----- Dataset records

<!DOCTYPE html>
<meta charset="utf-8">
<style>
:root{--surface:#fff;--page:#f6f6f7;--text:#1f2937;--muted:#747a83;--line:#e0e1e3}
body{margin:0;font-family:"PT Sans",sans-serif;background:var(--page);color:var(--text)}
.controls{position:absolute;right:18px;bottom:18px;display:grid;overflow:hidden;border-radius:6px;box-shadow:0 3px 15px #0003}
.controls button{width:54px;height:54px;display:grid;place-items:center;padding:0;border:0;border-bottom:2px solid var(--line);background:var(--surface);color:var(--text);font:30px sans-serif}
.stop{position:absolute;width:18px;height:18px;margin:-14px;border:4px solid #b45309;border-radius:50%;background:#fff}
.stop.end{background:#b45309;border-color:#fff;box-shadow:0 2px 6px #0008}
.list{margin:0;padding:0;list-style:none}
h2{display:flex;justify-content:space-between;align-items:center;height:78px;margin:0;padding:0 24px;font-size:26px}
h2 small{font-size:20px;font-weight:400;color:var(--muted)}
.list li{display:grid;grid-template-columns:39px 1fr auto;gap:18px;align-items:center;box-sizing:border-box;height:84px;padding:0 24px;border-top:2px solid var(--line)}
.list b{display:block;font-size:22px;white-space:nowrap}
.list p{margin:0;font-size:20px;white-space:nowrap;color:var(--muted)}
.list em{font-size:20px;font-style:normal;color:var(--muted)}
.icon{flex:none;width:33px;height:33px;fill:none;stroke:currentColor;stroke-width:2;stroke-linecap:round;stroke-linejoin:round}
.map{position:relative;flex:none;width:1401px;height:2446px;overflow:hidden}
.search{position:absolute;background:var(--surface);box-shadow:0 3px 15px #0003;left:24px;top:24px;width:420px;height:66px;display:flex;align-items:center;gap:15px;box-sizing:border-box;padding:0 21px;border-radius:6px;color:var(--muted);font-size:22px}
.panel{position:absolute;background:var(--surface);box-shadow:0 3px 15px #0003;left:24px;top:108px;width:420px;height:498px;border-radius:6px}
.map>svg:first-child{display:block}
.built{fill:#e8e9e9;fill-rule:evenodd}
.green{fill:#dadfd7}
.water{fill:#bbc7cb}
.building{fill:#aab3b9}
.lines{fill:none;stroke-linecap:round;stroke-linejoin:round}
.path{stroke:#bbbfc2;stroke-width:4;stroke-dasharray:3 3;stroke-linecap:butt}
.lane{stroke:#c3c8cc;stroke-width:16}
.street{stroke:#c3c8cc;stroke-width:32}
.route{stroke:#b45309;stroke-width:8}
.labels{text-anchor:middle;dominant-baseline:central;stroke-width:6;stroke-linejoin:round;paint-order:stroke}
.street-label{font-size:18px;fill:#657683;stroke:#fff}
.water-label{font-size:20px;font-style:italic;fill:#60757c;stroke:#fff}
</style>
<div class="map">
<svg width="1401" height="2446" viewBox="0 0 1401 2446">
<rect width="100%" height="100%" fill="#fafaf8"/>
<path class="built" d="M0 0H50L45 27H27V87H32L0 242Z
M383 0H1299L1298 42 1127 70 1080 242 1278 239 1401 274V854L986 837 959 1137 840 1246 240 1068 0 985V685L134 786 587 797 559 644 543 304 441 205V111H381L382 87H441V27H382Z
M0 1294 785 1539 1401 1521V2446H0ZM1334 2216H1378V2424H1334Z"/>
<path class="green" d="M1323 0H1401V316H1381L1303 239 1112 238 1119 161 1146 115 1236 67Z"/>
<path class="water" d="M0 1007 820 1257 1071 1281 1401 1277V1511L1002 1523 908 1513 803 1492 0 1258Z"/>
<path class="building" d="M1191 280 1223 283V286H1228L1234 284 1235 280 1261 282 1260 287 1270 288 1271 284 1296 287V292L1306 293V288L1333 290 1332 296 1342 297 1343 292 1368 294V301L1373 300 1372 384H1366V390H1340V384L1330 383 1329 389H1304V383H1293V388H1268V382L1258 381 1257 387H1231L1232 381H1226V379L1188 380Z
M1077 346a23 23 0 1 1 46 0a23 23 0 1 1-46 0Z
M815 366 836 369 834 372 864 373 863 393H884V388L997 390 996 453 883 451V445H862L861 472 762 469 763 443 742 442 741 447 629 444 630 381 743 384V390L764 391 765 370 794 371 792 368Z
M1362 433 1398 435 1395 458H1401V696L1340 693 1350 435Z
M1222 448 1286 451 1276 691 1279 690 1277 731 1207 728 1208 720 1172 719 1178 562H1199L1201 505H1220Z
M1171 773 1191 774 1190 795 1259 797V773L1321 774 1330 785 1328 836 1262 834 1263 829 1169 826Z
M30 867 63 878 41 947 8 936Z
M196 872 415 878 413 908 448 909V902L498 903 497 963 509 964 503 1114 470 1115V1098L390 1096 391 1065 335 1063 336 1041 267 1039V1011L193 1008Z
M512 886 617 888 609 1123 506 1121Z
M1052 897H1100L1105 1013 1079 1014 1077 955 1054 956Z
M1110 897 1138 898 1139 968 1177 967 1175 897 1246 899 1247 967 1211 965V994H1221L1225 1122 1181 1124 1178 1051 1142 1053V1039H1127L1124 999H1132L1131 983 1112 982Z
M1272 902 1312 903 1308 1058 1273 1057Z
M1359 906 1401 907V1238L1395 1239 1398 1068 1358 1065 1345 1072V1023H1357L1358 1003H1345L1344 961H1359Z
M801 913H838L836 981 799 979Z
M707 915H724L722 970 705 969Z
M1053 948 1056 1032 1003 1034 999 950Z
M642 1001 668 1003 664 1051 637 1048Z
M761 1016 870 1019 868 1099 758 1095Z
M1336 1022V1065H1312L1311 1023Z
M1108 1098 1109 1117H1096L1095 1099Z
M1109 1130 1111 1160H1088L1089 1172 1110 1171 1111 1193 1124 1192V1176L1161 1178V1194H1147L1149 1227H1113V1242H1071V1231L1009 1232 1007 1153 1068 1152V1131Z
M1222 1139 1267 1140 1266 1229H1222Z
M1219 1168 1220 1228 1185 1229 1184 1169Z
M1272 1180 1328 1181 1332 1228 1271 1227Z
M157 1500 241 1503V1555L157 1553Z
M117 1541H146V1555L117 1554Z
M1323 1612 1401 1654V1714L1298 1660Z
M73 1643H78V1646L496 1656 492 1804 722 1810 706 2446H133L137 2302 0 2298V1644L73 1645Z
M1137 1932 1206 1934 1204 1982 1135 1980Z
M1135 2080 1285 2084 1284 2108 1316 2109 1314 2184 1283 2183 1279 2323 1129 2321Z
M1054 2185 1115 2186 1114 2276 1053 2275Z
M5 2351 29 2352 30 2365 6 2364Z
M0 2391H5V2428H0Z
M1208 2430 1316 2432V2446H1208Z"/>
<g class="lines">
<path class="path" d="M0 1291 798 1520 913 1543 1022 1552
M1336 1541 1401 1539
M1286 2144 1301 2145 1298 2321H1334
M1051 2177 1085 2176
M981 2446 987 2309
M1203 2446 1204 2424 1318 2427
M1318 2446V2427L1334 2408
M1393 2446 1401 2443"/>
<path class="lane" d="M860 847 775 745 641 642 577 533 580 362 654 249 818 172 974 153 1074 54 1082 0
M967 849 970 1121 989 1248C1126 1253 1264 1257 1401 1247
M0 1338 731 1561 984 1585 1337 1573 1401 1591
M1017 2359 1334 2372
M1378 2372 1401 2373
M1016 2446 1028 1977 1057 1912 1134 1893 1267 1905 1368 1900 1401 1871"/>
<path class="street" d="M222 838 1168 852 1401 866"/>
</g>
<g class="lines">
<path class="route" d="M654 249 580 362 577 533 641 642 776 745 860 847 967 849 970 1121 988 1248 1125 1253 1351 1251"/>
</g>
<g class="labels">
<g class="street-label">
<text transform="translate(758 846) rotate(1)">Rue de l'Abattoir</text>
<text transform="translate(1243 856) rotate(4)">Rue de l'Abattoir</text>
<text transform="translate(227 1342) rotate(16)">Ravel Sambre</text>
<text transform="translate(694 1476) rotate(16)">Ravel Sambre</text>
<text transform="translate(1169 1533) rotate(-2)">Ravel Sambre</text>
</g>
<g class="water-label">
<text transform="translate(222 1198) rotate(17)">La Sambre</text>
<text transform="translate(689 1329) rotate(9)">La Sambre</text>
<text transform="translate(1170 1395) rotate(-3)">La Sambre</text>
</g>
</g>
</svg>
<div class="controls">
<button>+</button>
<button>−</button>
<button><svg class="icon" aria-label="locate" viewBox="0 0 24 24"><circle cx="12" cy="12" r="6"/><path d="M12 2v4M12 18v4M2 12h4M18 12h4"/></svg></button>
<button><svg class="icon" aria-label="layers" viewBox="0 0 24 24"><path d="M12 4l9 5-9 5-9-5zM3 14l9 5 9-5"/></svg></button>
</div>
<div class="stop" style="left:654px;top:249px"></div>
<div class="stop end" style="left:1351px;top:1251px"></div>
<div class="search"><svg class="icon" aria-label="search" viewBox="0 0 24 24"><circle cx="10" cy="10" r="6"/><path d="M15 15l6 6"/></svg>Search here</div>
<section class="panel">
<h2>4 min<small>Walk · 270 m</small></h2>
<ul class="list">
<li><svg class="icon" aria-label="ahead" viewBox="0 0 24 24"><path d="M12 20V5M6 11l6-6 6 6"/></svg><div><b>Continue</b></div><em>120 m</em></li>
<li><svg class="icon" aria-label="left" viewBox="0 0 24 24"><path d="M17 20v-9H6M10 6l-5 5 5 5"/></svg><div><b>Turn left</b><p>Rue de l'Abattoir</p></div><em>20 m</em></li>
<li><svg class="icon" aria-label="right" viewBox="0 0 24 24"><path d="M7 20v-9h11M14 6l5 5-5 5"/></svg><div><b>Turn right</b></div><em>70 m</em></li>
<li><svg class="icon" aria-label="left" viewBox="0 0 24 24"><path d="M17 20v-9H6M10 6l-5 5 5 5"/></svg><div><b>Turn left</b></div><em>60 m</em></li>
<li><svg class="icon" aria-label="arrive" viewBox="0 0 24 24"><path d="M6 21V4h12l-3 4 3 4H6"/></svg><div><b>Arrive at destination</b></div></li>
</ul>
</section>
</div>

----------

- [Brief]:
Review the entries above and return every line where "grid" appears.

- [Exercise answer]:
.controls{position:absolute;right:18px;bottom:18px;display:grid;overflow:hidden;border-radius:6px;box-shadow:0 3px 15px #0003}
.controls button{width:54px;height:54px;display:grid;place-items:center;padding:0;border:0;border-bottom:2px solid var(--line);background:var(--surface);color:var(--text);font:30px sans-serif}
.list li{display:grid;grid-template-columns:39px 1fr auto;gap:18px;align-items:center;box-sizing:border-box;height:84px;padding:0 24px;border-top:2px solid var(--line)}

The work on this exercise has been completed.